What this task involves » Using the records beneath, say how many lines contain the word "edge", without comment.

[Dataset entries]
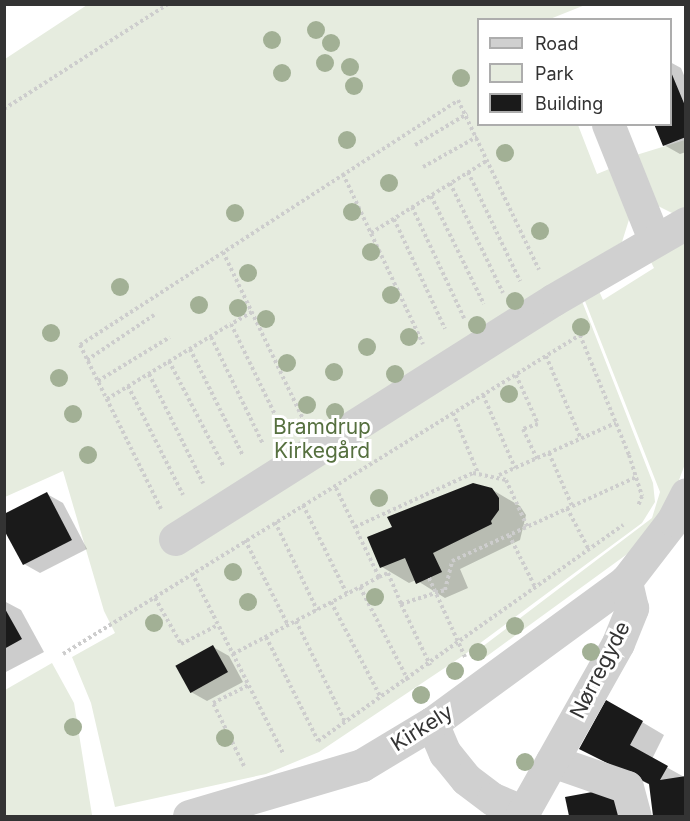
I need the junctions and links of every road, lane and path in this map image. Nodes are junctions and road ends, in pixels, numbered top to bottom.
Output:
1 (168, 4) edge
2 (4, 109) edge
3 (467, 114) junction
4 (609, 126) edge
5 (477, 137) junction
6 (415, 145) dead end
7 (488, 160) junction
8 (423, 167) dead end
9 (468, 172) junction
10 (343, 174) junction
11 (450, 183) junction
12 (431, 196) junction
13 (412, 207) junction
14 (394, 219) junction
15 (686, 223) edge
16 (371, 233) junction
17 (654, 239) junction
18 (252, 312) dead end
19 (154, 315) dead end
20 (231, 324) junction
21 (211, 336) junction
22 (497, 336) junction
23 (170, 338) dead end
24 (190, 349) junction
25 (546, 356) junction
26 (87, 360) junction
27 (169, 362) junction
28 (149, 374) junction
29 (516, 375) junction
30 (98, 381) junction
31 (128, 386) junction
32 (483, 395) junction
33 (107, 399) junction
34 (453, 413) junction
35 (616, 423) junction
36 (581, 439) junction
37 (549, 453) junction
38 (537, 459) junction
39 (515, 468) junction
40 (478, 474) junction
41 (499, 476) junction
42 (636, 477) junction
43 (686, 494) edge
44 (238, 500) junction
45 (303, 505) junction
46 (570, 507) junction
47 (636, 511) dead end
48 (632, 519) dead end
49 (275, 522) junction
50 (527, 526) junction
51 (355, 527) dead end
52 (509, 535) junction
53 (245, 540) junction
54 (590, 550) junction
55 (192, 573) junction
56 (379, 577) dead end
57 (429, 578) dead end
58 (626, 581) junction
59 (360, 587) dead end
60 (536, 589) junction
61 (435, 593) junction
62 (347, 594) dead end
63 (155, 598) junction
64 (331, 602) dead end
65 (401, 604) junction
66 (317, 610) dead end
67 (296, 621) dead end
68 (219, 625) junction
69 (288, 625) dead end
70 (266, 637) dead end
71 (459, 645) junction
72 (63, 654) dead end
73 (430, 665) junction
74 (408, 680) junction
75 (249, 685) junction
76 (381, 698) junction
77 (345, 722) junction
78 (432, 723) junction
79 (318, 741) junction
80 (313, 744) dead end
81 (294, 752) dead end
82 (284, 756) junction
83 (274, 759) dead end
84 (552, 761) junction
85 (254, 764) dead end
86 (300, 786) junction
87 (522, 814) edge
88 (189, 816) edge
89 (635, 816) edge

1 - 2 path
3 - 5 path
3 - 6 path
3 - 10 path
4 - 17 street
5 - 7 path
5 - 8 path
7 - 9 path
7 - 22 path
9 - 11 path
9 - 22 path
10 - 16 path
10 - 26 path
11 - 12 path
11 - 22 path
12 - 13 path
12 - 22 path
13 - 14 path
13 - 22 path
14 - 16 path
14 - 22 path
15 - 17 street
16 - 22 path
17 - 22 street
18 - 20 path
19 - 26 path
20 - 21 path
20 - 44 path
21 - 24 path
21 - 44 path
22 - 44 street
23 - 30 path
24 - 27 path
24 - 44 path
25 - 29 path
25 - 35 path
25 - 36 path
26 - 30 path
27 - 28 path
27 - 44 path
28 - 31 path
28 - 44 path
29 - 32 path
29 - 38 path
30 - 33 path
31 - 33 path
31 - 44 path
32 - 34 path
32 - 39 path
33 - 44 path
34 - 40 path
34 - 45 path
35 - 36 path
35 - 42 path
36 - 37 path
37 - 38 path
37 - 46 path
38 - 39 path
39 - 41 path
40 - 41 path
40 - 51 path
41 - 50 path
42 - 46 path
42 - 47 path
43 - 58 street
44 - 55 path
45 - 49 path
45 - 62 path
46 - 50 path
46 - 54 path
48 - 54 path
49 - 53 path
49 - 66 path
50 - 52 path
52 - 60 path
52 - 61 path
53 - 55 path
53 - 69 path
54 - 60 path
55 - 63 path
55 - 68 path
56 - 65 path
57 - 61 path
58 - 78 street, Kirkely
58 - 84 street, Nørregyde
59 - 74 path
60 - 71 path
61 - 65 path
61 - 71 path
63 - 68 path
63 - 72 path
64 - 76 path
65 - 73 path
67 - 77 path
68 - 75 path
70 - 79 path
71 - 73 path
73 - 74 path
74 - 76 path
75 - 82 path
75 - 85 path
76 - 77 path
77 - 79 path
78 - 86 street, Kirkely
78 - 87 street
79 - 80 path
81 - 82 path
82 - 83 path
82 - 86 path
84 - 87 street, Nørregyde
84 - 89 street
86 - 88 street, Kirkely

Reply to the exercise » 8